(Saved data entries)
====

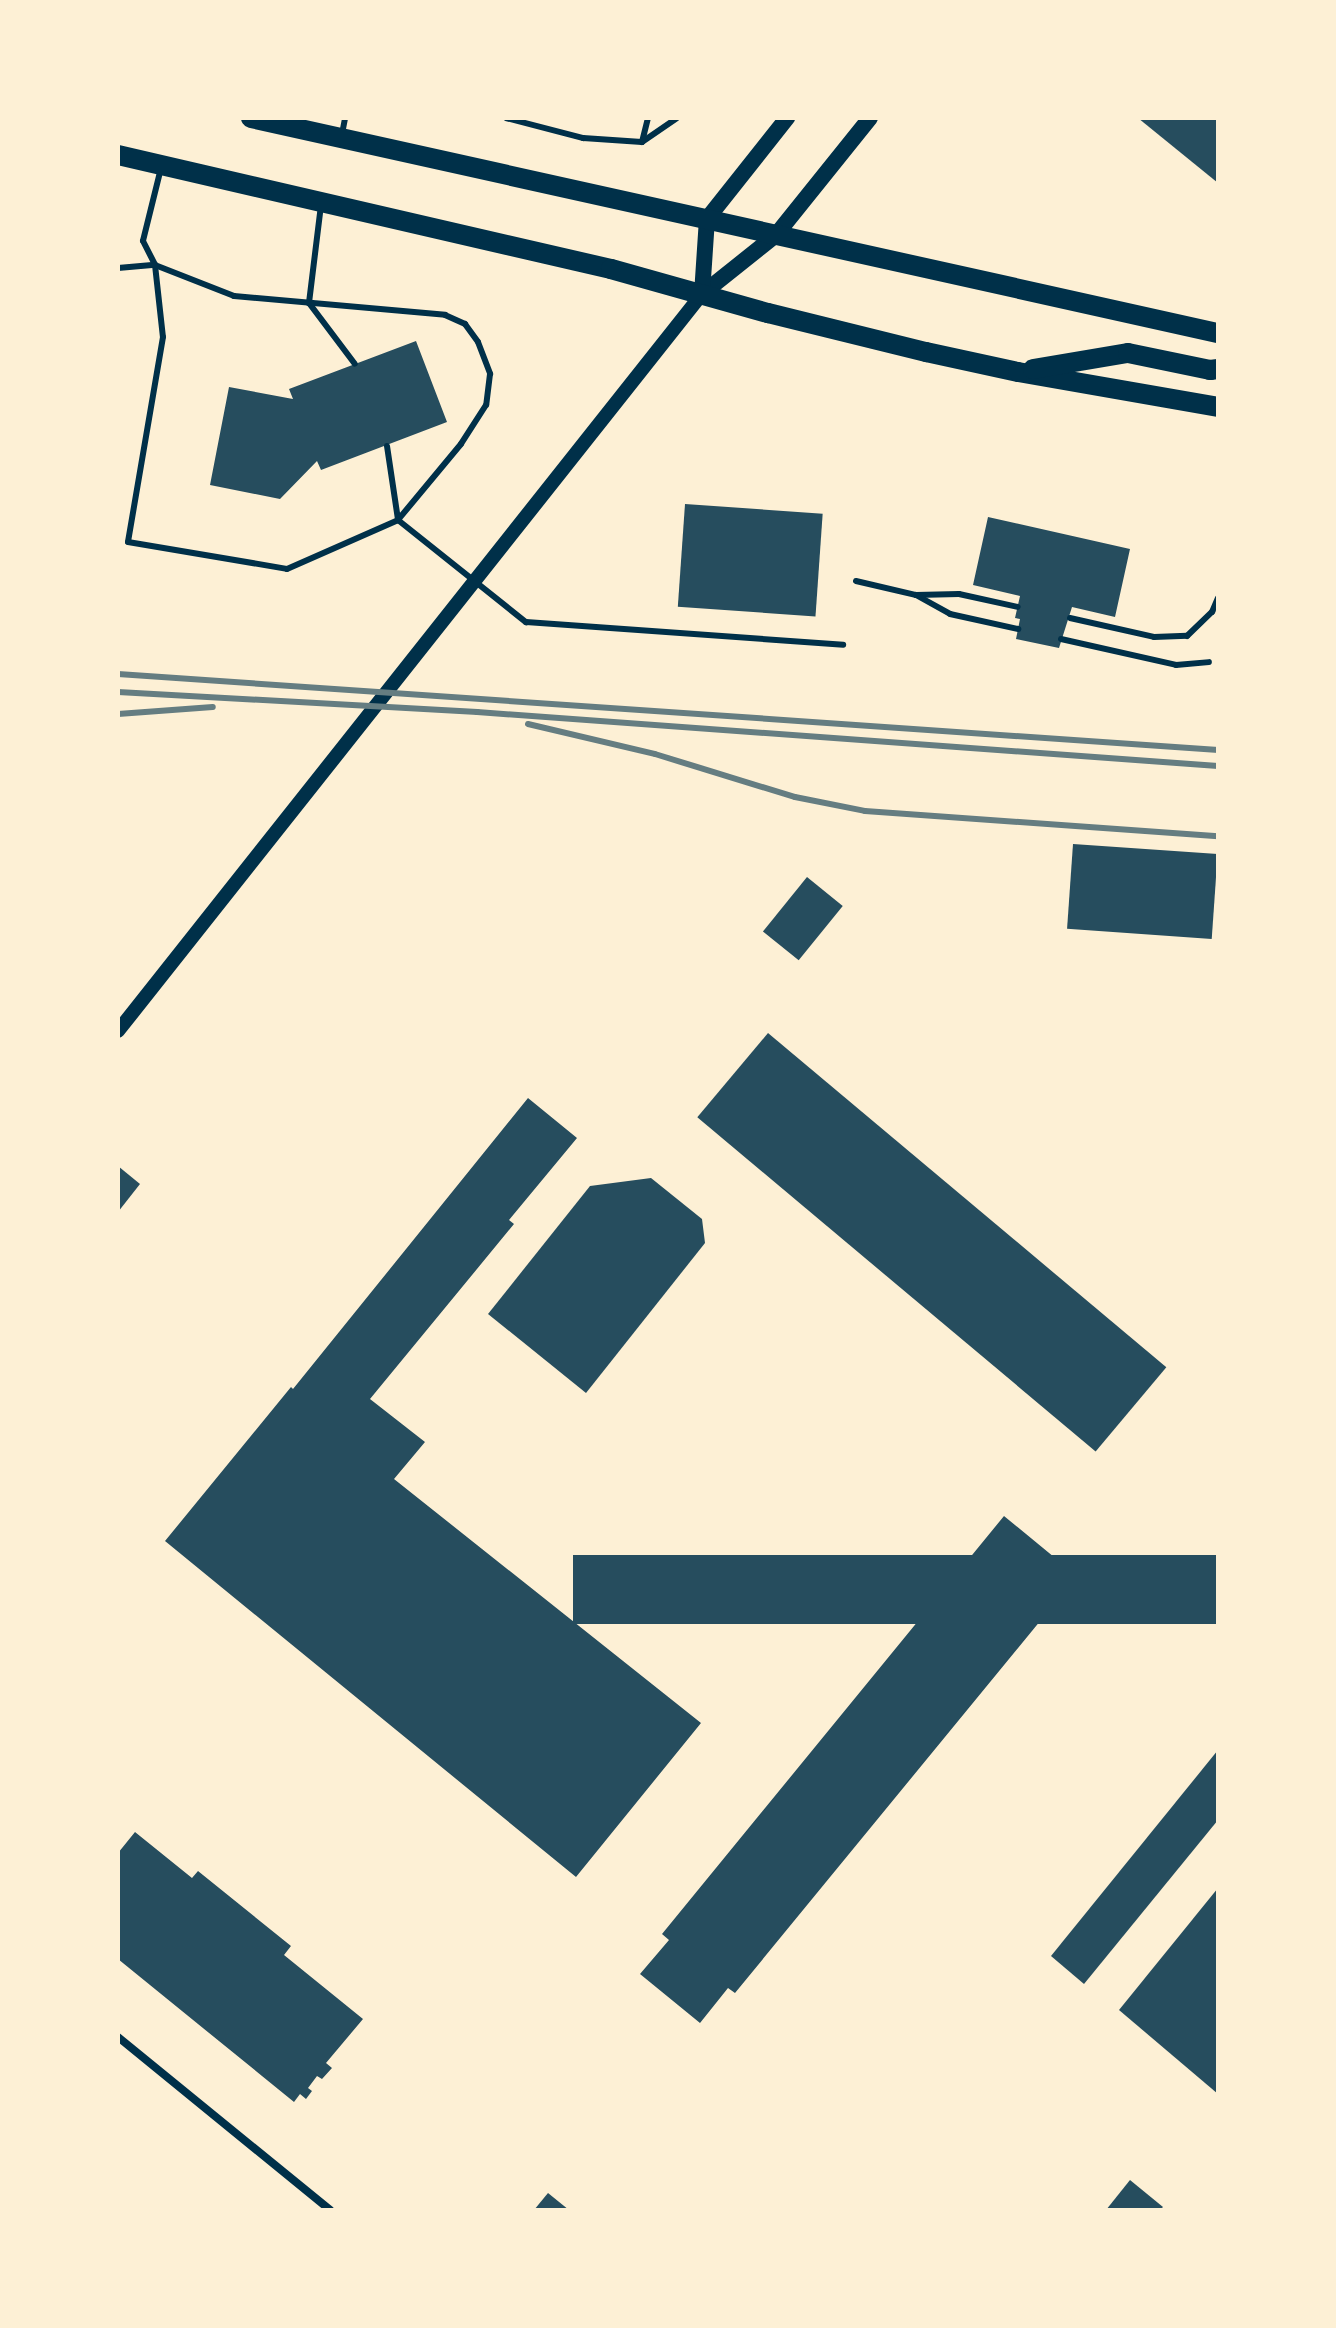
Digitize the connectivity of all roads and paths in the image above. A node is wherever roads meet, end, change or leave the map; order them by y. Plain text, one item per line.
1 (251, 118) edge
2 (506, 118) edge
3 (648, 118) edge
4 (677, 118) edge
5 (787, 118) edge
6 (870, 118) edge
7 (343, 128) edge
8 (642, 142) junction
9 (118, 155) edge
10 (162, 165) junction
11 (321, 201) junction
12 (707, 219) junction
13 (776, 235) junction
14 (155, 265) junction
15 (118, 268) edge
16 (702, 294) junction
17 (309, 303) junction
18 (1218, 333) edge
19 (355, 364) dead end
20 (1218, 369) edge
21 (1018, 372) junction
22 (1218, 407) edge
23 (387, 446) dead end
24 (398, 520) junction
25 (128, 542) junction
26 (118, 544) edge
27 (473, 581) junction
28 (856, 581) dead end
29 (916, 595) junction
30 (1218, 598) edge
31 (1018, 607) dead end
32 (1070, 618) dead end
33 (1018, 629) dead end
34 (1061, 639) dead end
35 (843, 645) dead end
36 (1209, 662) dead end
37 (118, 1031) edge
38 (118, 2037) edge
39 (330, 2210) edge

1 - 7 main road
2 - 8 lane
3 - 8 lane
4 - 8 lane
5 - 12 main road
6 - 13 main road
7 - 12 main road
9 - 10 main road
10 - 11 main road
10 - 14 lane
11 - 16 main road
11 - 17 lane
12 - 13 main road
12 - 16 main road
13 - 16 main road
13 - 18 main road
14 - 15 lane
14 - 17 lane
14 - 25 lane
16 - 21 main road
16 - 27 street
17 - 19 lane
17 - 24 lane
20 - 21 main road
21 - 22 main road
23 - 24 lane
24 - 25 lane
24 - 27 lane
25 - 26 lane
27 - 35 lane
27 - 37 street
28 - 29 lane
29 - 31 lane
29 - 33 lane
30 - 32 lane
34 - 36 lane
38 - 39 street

====

Once the pictures are set aside, output all of the data above verbatim.

Digitize the connectivity of all roads and paths in the image above. A node is wherever roads meet, end, change or leave the map; order them by y. Plain text, one item per line.
1 (251, 118) edge
2 (506, 118) edge
3 (648, 118) edge
4 (677, 118) edge
5 (787, 118) edge
6 (870, 118) edge
7 (343, 128) edge
8 (642, 142) junction
9 (118, 155) edge
10 (162, 165) junction
11 (321, 201) junction
12 (707, 219) junction
13 (776, 235) junction
14 (155, 265) junction
15 (118, 268) edge
16 (702, 294) junction
17 (309, 303) junction
18 (1218, 333) edge
19 (355, 364) dead end
20 (1218, 369) edge
21 (1018, 372) junction
22 (1218, 407) edge
23 (387, 446) dead end
24 (398, 520) junction
25 (128, 542) junction
26 (118, 544) edge
27 (473, 581) junction
28 (856, 581) dead end
29 (916, 595) junction
30 (1218, 598) edge
31 (1018, 607) dead end
32 (1070, 618) dead end
33 (1018, 629) dead end
34 (1061, 639) dead end
35 (843, 645) dead end
36 (1209, 662) dead end
37 (118, 1031) edge
38 (118, 2037) edge
39 (330, 2210) edge

1 - 7 main road
2 - 8 lane
3 - 8 lane
4 - 8 lane
5 - 12 main road
6 - 13 main road
7 - 12 main road
9 - 10 main road
10 - 11 main road
10 - 14 lane
11 - 16 main road
11 - 17 lane
12 - 13 main road
12 - 16 main road
13 - 16 main road
13 - 18 main road
14 - 15 lane
14 - 17 lane
14 - 25 lane
16 - 21 main road
16 - 27 street
17 - 19 lane
17 - 24 lane
20 - 21 main road
21 - 22 main road
23 - 24 lane
24 - 25 lane
24 - 27 lane
25 - 26 lane
27 - 35 lane
27 - 37 street
28 - 29 lane
29 - 31 lane
29 - 33 lane
30 - 32 lane
34 - 36 lane
38 - 39 street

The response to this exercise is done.